[Stored data]
============

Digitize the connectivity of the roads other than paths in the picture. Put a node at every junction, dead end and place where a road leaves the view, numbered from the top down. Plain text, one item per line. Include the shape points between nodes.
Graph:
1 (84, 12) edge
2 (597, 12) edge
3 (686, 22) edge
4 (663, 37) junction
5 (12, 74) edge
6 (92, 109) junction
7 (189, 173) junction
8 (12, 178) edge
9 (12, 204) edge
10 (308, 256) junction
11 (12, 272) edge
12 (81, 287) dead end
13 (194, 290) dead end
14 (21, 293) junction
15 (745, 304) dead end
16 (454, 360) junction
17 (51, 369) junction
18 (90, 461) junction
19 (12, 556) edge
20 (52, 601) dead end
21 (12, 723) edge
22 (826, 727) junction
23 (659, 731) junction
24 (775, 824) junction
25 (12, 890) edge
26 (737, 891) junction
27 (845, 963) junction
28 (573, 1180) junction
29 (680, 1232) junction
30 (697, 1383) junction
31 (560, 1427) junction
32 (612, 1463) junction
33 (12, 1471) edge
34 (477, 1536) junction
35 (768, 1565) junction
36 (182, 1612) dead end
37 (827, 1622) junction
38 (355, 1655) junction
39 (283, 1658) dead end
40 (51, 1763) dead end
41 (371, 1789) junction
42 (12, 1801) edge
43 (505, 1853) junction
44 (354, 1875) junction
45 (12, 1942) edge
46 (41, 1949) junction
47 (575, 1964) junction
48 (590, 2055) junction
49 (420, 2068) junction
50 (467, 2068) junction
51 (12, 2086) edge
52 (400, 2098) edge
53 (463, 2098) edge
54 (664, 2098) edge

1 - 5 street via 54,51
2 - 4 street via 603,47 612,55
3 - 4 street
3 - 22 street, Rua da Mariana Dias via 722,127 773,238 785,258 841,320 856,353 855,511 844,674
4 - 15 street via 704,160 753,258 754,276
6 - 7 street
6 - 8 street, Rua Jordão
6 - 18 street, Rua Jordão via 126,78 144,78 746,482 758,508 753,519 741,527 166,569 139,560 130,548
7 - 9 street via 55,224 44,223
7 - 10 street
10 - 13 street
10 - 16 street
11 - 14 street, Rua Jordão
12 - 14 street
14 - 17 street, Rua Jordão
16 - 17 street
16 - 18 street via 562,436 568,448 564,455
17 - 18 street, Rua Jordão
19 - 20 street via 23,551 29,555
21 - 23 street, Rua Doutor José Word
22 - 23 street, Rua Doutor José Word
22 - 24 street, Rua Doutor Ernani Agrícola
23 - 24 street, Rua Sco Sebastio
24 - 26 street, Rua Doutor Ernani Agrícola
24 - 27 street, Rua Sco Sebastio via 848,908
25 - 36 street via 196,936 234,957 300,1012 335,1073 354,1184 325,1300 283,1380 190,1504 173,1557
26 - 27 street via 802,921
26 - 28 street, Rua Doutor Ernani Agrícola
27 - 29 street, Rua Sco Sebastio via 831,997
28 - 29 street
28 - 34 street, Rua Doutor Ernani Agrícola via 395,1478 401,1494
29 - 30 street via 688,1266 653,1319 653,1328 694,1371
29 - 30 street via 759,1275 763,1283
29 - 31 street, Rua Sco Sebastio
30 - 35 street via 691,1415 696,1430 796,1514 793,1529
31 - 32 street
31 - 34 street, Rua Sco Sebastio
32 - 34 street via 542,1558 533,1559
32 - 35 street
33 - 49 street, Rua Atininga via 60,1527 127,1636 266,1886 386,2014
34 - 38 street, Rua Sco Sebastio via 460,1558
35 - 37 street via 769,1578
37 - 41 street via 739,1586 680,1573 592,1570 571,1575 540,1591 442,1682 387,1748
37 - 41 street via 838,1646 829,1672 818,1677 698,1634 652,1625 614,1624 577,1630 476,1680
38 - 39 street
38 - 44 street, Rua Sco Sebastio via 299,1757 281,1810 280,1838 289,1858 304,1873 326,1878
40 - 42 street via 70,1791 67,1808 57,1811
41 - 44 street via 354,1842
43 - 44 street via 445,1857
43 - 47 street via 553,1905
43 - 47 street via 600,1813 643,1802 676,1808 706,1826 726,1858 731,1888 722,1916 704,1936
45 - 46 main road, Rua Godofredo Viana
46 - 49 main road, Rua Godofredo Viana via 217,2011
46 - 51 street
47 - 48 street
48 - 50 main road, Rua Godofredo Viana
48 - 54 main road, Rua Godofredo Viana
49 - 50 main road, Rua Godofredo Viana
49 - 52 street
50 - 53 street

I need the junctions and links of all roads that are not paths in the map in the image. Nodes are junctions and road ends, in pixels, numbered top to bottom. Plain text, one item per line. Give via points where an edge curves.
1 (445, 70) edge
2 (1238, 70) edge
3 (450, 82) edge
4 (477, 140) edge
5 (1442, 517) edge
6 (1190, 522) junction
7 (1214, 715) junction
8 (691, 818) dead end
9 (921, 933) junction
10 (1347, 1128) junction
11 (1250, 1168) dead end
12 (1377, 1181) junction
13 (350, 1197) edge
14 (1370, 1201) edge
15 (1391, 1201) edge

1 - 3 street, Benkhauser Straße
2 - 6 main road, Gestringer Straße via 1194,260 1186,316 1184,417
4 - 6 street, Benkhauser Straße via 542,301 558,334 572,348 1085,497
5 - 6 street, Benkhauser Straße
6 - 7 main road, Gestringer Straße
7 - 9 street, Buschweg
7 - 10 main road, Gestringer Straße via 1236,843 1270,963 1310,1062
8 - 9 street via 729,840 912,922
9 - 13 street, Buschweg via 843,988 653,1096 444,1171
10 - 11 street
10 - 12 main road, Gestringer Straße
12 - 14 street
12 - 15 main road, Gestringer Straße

============

#### TASK REQUIREMENTS
The records shown above must be returned in full, exactly as written.

#### SOLUTION TO THIS PROBLEM
Digitize the connectivity of the roads other than paths in the picture. Put a node at every junction, dead end and place where a road leaves the view, numbered from the top down. Plain text, one item per line. Include the shape points between nodes.
Graph:
1 (84, 12) edge
2 (597, 12) edge
3 (686, 22) edge
4 (663, 37) junction
5 (12, 74) edge
6 (92, 109) junction
7 (189, 173) junction
8 (12, 178) edge
9 (12, 204) edge
10 (308, 256) junction
11 (12, 272) edge
12 (81, 287) dead end
13 (194, 290) dead end
14 (21, 293) junction
15 (745, 304) dead end
16 (454, 360) junction
17 (51, 369) junction
18 (90, 461) junction
19 (12, 556) edge
20 (52, 601) dead end
21 (12, 723) edge
22 (826, 727) junction
23 (659, 731) junction
24 (775, 824) junction
25 (12, 890) edge
26 (737, 891) junction
27 (845, 963) junction
28 (573, 1180) junction
29 (680, 1232) junction
30 (697, 1383) junction
31 (560, 1427) junction
32 (612, 1463) junction
33 (12, 1471) edge
34 (477, 1536) junction
35 (768, 1565) junction
36 (182, 1612) dead end
37 (827, 1622) junction
38 (355, 1655) junction
39 (283, 1658) dead end
40 (51, 1763) dead end
41 (371, 1789) junction
42 (12, 1801) edge
43 (505, 1853) junction
44 (354, 1875) junction
45 (12, 1942) edge
46 (41, 1949) junction
47 (575, 1964) junction
48 (590, 2055) junction
49 (420, 2068) junction
50 (467, 2068) junction
51 (12, 2086) edge
52 (400, 2098) edge
53 (463, 2098) edge
54 (664, 2098) edge

1 - 5 street via 54,51
2 - 4 street via 603,47 612,55
3 - 4 street
3 - 22 street, Rua da Mariana Dias via 722,127 773,238 785,258 841,320 856,353 855,511 844,674
4 - 15 street via 704,160 753,258 754,276
6 - 7 street
6 - 8 street, Rua Jordão
6 - 18 street, Rua Jordão via 126,78 144,78 746,482 758,508 753,519 741,527 166,569 139,560 130,548
7 - 9 street via 55,224 44,223
7 - 10 street
10 - 13 street
10 - 16 street
11 - 14 street, Rua Jordão
12 - 14 street
14 - 17 street, Rua Jordão
16 - 17 street
16 - 18 street via 562,436 568,448 564,455
17 - 18 street, Rua Jordão
19 - 20 street via 23,551 29,555
21 - 23 street, Rua Doutor José Word
22 - 23 street, Rua Doutor José Word
22 - 24 street, Rua Doutor Ernani Agrícola
23 - 24 street, Rua Sco Sebastio
24 - 26 street, Rua Doutor Ernani Agrícola
24 - 27 street, Rua Sco Sebastio via 848,908
25 - 36 street via 196,936 234,957 300,1012 335,1073 354,1184 325,1300 283,1380 190,1504 173,1557
26 - 27 street via 802,921
26 - 28 street, Rua Doutor Ernani Agrícola
27 - 29 street, Rua Sco Sebastio via 831,997
28 - 29 street
28 - 34 street, Rua Doutor Ernani Agrícola via 395,1478 401,1494
29 - 30 street via 688,1266 653,1319 653,1328 694,1371
29 - 30 street via 759,1275 763,1283
29 - 31 street, Rua Sco Sebastio
30 - 35 street via 691,1415 696,1430 796,1514 793,1529
31 - 32 street
31 - 34 street, Rua Sco Sebastio
32 - 34 street via 542,1558 533,1559
32 - 35 street
33 - 49 street, Rua Atininga via 60,1527 127,1636 266,1886 386,2014
34 - 38 street, Rua Sco Sebastio via 460,1558
35 - 37 street via 769,1578
37 - 41 street via 739,1586 680,1573 592,1570 571,1575 540,1591 442,1682 387,1748
37 - 41 street via 838,1646 829,1672 818,1677 698,1634 652,1625 614,1624 577,1630 476,1680
38 - 39 street
38 - 44 street, Rua Sco Sebastio via 299,1757 281,1810 280,1838 289,1858 304,1873 326,1878
40 - 42 street via 70,1791 67,1808 57,1811
41 - 44 street via 354,1842
43 - 44 street via 445,1857
43 - 47 street via 553,1905
43 - 47 street via 600,1813 643,1802 676,1808 706,1826 726,1858 731,1888 722,1916 704,1936
45 - 46 main road, Rua Godofredo Viana
46 - 49 main road, Rua Godofredo Viana via 217,2011
46 - 51 street
47 - 48 street
48 - 50 main road, Rua Godofredo Viana
48 - 54 main road, Rua Godofredo Viana
49 - 50 main road, Rua Godofredo Viana
49 - 52 street
50 - 53 street

I need the junctions and links of all roads that are not paths in the map in the image. Nodes are junctions and road ends, in pixels, numbered top to bottom. Plain text, one item per line. Give via points where an edge curves.
1 (445, 70) edge
2 (1238, 70) edge
3 (450, 82) edge
4 (477, 140) edge
5 (1442, 517) edge
6 (1190, 522) junction
7 (1214, 715) junction
8 (691, 818) dead end
9 (921, 933) junction
10 (1347, 1128) junction
11 (1250, 1168) dead end
12 (1377, 1181) junction
13 (350, 1197) edge
14 (1370, 1201) edge
15 (1391, 1201) edge

1 - 3 street, Benkhauser Straße
2 - 6 main road, Gestringer Straße via 1194,260 1186,316 1184,417
4 - 6 street, Benkhauser Straße via 542,301 558,334 572,348 1085,497
5 - 6 street, Benkhauser Straße
6 - 7 main road, Gestringer Straße
7 - 9 street, Buschweg
7 - 10 main road, Gestringer Straße via 1236,843 1270,963 1310,1062
8 - 9 street via 729,840 912,922
9 - 13 street, Buschweg via 843,988 653,1096 444,1171
10 - 11 street
10 - 12 main road, Gestringer Straße
12 - 14 street
12 - 15 main road, Gestringer Straße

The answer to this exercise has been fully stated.